WORK REQUIRED | The response must be made up of the lines in the entries below that contain "Rawson".

### PROVIDED RECORDS

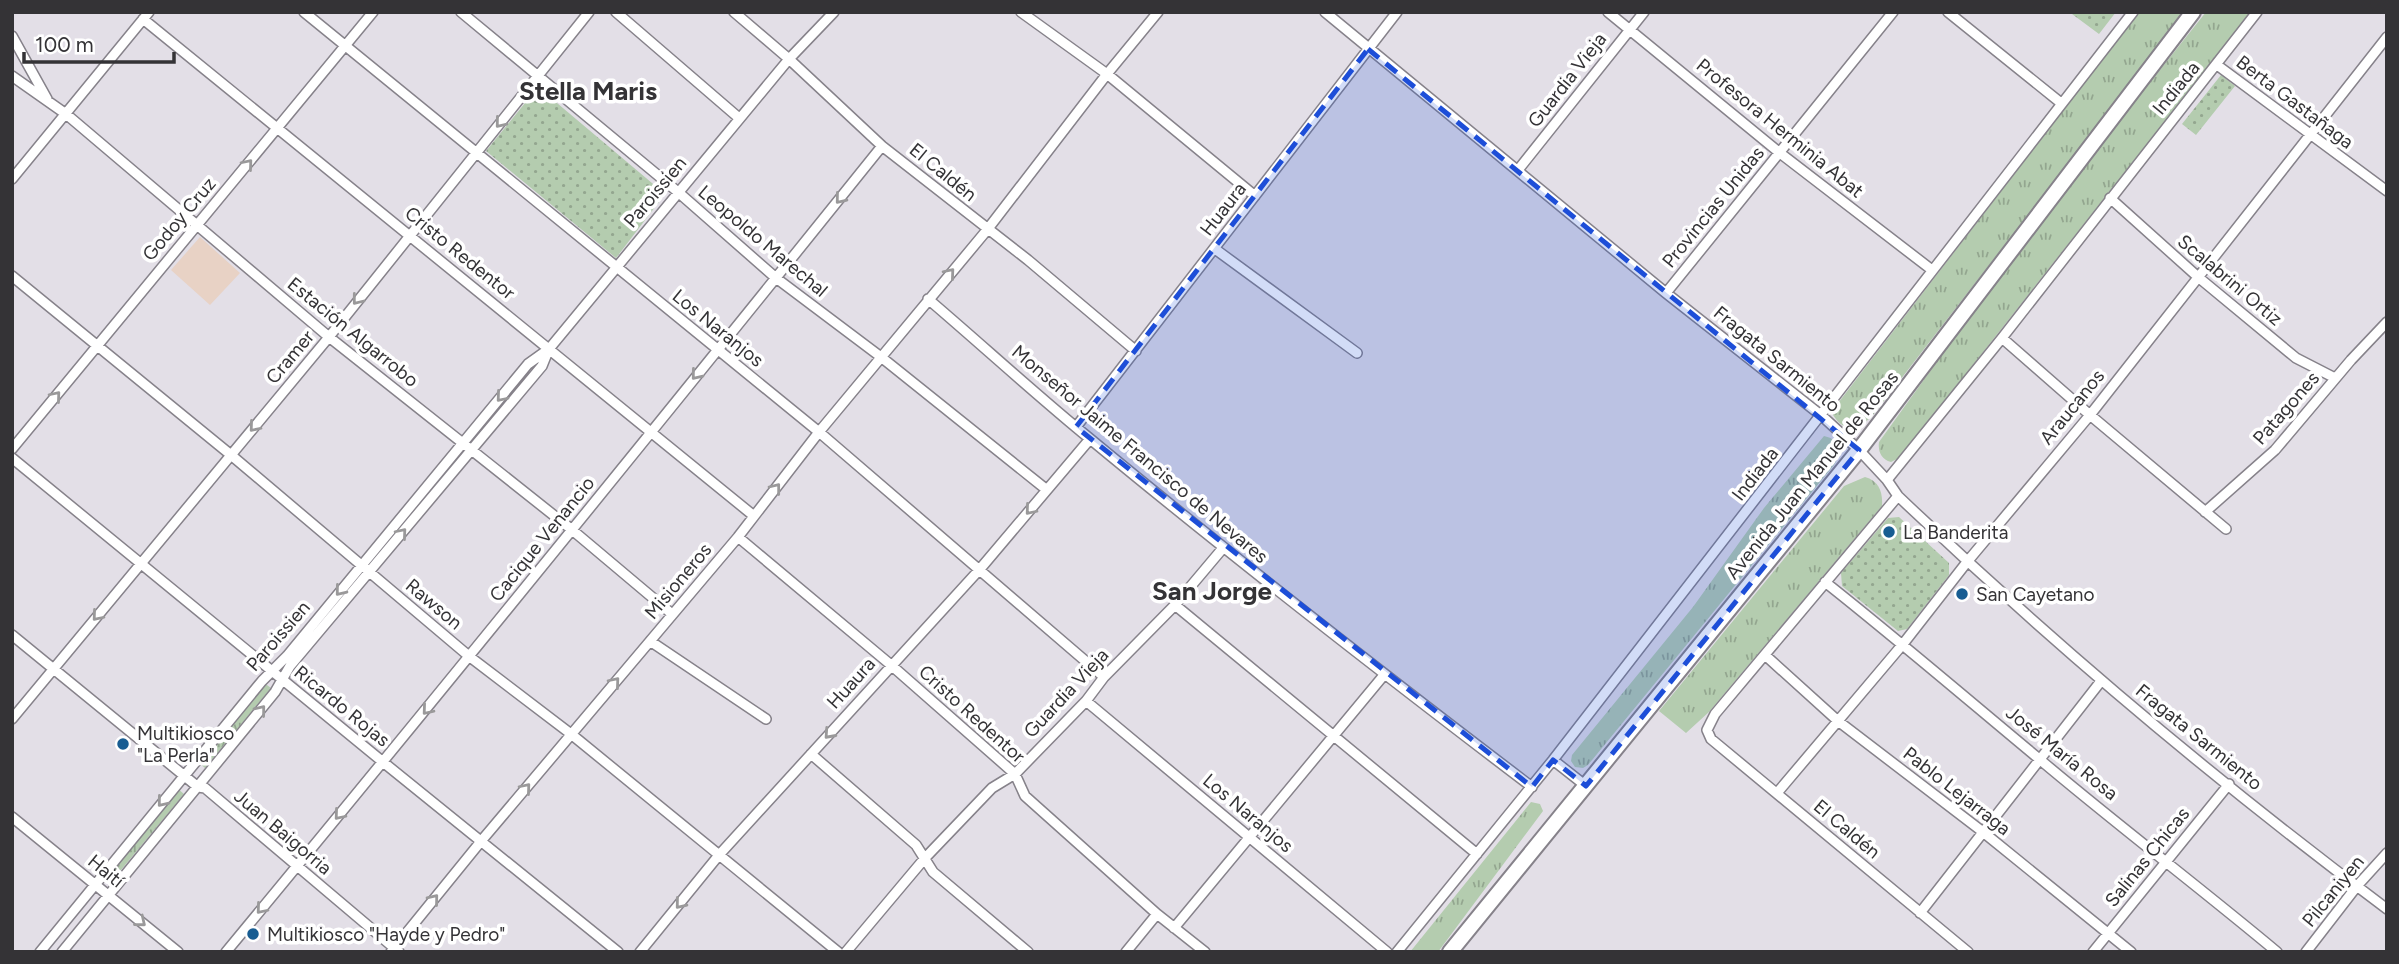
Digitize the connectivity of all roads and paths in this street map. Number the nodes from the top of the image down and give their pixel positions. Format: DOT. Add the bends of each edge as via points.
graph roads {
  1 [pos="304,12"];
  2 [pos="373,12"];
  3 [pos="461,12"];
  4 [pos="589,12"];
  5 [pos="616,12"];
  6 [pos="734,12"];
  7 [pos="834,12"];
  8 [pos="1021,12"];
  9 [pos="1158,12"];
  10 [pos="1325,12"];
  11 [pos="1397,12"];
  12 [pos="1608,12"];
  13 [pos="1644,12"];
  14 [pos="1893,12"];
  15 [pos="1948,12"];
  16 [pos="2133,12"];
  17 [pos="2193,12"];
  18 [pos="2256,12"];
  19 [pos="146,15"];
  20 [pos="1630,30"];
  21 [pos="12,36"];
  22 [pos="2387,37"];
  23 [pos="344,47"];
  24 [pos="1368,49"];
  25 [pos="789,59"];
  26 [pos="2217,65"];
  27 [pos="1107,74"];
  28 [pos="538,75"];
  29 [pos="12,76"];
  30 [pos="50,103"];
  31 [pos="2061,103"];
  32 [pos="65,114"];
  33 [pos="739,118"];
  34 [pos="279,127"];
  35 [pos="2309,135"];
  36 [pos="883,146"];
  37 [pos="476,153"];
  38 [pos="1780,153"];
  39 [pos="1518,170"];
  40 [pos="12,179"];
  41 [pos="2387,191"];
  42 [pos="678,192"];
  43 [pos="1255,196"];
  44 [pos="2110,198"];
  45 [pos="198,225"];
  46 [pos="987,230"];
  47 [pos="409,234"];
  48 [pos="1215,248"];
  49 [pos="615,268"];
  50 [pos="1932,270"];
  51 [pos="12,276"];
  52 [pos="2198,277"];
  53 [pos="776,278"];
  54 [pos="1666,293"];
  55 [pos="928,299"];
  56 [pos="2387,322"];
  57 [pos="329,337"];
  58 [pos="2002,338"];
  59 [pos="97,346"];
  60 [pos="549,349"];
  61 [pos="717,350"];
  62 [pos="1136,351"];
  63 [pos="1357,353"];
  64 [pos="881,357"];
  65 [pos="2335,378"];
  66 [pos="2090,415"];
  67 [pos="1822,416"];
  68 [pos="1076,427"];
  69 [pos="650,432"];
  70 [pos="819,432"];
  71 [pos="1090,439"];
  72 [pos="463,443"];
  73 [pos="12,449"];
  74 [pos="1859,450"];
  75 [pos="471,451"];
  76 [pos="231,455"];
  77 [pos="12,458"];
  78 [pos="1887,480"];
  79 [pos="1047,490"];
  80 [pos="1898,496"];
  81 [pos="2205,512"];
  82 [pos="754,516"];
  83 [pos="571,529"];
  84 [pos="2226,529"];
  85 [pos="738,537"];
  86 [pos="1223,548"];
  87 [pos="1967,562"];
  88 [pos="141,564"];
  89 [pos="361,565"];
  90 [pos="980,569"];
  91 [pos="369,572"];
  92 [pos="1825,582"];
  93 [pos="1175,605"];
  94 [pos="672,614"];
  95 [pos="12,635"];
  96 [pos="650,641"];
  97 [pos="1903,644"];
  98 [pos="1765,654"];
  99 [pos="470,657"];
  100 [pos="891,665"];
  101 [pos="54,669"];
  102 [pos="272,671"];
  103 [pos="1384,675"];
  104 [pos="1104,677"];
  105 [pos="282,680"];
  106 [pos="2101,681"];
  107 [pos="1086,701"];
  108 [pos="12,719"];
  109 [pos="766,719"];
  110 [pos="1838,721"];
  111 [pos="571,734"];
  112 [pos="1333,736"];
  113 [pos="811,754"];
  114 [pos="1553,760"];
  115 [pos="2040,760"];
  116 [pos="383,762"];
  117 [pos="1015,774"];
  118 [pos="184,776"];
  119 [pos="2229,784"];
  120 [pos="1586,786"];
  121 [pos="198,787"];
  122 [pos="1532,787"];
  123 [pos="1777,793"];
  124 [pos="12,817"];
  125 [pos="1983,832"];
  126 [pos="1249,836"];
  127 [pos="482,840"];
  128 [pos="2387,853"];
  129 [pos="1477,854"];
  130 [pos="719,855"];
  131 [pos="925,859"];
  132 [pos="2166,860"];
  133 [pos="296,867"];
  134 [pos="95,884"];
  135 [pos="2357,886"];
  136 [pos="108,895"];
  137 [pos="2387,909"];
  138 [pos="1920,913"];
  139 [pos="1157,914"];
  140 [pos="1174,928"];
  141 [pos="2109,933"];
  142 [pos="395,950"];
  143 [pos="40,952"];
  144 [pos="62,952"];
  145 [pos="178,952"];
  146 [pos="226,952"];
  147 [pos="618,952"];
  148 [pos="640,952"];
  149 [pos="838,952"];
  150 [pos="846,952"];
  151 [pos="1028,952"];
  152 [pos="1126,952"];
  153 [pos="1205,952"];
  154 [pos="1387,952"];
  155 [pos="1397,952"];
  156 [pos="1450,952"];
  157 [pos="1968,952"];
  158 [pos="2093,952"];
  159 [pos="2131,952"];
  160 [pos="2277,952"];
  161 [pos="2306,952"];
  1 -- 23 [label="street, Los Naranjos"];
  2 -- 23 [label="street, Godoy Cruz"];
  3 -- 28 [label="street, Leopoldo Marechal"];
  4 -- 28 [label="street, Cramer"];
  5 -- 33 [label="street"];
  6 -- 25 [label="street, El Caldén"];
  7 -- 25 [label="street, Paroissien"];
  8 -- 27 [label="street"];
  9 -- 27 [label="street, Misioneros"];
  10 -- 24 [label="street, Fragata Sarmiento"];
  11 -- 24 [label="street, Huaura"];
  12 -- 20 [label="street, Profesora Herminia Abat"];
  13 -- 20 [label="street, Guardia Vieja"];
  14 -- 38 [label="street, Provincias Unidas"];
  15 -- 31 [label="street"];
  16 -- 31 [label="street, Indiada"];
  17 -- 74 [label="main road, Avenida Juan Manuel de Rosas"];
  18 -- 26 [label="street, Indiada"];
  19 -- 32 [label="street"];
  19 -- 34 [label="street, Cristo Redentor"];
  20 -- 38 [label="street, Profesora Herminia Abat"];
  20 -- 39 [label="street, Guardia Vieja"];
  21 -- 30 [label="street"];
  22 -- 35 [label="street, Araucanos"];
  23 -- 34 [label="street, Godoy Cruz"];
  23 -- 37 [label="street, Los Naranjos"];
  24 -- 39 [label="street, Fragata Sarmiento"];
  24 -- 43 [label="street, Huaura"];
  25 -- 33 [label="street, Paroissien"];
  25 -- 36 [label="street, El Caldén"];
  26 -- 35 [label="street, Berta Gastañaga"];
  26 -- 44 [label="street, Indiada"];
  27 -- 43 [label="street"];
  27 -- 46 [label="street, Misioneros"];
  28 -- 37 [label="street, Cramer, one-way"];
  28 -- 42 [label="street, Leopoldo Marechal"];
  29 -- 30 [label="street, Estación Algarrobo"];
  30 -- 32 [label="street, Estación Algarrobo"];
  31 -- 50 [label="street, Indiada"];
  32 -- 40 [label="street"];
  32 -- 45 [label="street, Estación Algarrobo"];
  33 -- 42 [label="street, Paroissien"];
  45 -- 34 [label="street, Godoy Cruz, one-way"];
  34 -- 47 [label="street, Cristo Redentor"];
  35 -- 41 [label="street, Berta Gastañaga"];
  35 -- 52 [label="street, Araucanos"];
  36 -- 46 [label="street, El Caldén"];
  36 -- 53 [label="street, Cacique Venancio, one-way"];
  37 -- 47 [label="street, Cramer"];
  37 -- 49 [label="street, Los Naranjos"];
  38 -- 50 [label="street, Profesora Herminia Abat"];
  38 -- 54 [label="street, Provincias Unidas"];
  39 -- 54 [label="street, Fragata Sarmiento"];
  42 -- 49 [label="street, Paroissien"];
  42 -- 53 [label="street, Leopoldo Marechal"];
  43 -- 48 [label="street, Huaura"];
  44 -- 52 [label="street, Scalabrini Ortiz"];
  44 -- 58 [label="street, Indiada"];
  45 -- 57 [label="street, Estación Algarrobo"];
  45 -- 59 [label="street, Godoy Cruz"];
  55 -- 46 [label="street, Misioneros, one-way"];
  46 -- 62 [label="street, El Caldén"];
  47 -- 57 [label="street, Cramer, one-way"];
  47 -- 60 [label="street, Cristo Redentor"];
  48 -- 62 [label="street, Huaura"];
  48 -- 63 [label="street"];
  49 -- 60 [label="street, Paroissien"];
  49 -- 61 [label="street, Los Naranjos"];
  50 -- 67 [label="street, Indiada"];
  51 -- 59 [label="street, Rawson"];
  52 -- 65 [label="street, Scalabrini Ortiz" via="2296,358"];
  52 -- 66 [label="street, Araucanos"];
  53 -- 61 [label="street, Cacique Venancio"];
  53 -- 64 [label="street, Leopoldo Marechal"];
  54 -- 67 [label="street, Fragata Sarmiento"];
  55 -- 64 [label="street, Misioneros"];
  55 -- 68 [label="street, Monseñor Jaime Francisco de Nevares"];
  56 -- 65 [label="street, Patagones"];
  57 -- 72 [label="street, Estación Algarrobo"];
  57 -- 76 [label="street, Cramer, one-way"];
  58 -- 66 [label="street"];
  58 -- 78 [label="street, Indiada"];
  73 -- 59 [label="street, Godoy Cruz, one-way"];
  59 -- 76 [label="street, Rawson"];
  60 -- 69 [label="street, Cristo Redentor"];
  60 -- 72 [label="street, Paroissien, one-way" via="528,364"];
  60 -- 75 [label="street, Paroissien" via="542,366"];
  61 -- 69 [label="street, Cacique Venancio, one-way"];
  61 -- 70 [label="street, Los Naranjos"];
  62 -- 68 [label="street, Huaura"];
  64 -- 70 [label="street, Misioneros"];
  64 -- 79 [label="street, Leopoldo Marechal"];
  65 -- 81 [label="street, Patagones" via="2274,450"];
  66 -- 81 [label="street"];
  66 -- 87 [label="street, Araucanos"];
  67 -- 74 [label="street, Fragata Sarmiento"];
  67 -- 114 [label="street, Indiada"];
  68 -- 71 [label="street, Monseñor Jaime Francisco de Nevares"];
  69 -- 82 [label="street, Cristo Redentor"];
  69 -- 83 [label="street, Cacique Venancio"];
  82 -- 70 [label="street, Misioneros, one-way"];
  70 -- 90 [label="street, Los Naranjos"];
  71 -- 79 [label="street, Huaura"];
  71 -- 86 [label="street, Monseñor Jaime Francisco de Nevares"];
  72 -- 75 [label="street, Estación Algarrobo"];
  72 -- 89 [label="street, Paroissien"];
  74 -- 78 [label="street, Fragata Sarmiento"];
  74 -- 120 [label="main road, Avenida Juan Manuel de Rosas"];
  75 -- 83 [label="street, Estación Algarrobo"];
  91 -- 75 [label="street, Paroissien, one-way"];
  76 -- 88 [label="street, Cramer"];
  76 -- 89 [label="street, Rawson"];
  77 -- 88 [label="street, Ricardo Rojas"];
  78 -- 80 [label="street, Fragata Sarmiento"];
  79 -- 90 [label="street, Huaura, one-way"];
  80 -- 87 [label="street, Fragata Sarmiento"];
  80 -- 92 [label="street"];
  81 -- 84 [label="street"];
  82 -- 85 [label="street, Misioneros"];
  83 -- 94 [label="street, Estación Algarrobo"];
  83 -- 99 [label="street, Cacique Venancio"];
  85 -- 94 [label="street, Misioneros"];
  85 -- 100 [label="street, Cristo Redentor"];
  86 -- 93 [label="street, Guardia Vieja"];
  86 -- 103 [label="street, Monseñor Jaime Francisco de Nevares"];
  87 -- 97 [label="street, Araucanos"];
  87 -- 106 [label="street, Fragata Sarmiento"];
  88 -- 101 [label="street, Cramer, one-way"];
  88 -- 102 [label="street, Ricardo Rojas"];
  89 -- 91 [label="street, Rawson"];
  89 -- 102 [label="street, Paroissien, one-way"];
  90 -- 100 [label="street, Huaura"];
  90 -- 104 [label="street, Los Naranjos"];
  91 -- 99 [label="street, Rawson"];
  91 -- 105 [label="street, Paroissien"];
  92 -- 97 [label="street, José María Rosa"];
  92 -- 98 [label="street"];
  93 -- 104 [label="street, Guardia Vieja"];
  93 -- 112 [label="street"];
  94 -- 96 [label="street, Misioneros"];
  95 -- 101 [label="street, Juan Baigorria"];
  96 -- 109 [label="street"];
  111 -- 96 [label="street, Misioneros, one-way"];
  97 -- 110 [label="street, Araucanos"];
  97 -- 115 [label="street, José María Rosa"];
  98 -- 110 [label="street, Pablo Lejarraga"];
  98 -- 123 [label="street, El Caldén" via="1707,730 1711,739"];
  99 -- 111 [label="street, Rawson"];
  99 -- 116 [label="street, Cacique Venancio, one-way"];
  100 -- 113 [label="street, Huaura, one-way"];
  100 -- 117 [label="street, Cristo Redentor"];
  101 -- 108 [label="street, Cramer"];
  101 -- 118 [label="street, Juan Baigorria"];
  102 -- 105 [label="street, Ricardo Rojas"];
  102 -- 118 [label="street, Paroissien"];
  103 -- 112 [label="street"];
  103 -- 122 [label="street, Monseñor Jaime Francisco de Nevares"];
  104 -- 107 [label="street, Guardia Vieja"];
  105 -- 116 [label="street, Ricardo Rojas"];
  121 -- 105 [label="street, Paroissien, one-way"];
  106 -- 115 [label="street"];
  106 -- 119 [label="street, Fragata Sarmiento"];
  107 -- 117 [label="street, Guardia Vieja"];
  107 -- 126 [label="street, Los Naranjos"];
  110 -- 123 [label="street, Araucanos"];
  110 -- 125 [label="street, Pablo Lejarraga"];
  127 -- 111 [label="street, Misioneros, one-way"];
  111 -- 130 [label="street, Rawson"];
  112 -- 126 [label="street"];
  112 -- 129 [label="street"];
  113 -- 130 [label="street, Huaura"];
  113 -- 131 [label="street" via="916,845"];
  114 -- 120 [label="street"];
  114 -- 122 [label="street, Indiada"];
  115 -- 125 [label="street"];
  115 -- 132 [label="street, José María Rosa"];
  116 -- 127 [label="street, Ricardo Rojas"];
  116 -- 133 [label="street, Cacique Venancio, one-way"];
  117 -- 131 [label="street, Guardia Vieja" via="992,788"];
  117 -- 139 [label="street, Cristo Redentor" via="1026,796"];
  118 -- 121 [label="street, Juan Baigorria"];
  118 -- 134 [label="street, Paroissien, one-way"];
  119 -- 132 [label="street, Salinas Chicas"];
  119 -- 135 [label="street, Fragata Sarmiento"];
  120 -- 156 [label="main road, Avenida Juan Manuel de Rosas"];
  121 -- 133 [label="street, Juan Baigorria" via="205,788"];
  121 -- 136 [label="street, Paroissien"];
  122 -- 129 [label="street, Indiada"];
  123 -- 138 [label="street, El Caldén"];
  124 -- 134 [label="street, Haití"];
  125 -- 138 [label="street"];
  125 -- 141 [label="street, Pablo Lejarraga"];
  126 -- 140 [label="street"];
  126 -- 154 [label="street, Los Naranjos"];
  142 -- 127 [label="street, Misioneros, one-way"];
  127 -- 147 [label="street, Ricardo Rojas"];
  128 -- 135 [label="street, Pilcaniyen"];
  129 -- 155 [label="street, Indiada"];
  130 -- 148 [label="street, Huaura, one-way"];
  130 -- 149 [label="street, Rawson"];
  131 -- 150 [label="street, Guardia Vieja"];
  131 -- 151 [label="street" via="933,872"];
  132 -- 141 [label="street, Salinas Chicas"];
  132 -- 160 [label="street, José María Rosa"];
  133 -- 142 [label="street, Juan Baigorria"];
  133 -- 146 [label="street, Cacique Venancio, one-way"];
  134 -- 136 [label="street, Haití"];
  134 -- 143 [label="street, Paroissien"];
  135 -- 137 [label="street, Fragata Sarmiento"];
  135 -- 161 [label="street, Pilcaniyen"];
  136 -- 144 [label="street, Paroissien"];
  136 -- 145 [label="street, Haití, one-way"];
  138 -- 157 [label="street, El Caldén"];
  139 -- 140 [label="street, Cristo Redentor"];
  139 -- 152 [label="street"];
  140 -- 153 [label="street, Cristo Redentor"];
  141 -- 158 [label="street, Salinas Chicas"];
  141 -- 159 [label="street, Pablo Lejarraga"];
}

######

THE COMPLETED TASK |
  51 -- 59 [label="street, Rawson"];
  59 -- 76 [label="street, Rawson"];
  76 -- 89 [label="street, Rawson"];
  89 -- 91 [label="street, Rawson"];
  91 -- 99 [label="street, Rawson"];
  99 -- 111 [label="street, Rawson"];
  111 -- 130 [label="street, Rawson"];
  130 -- 149 [label="street, Rawson"];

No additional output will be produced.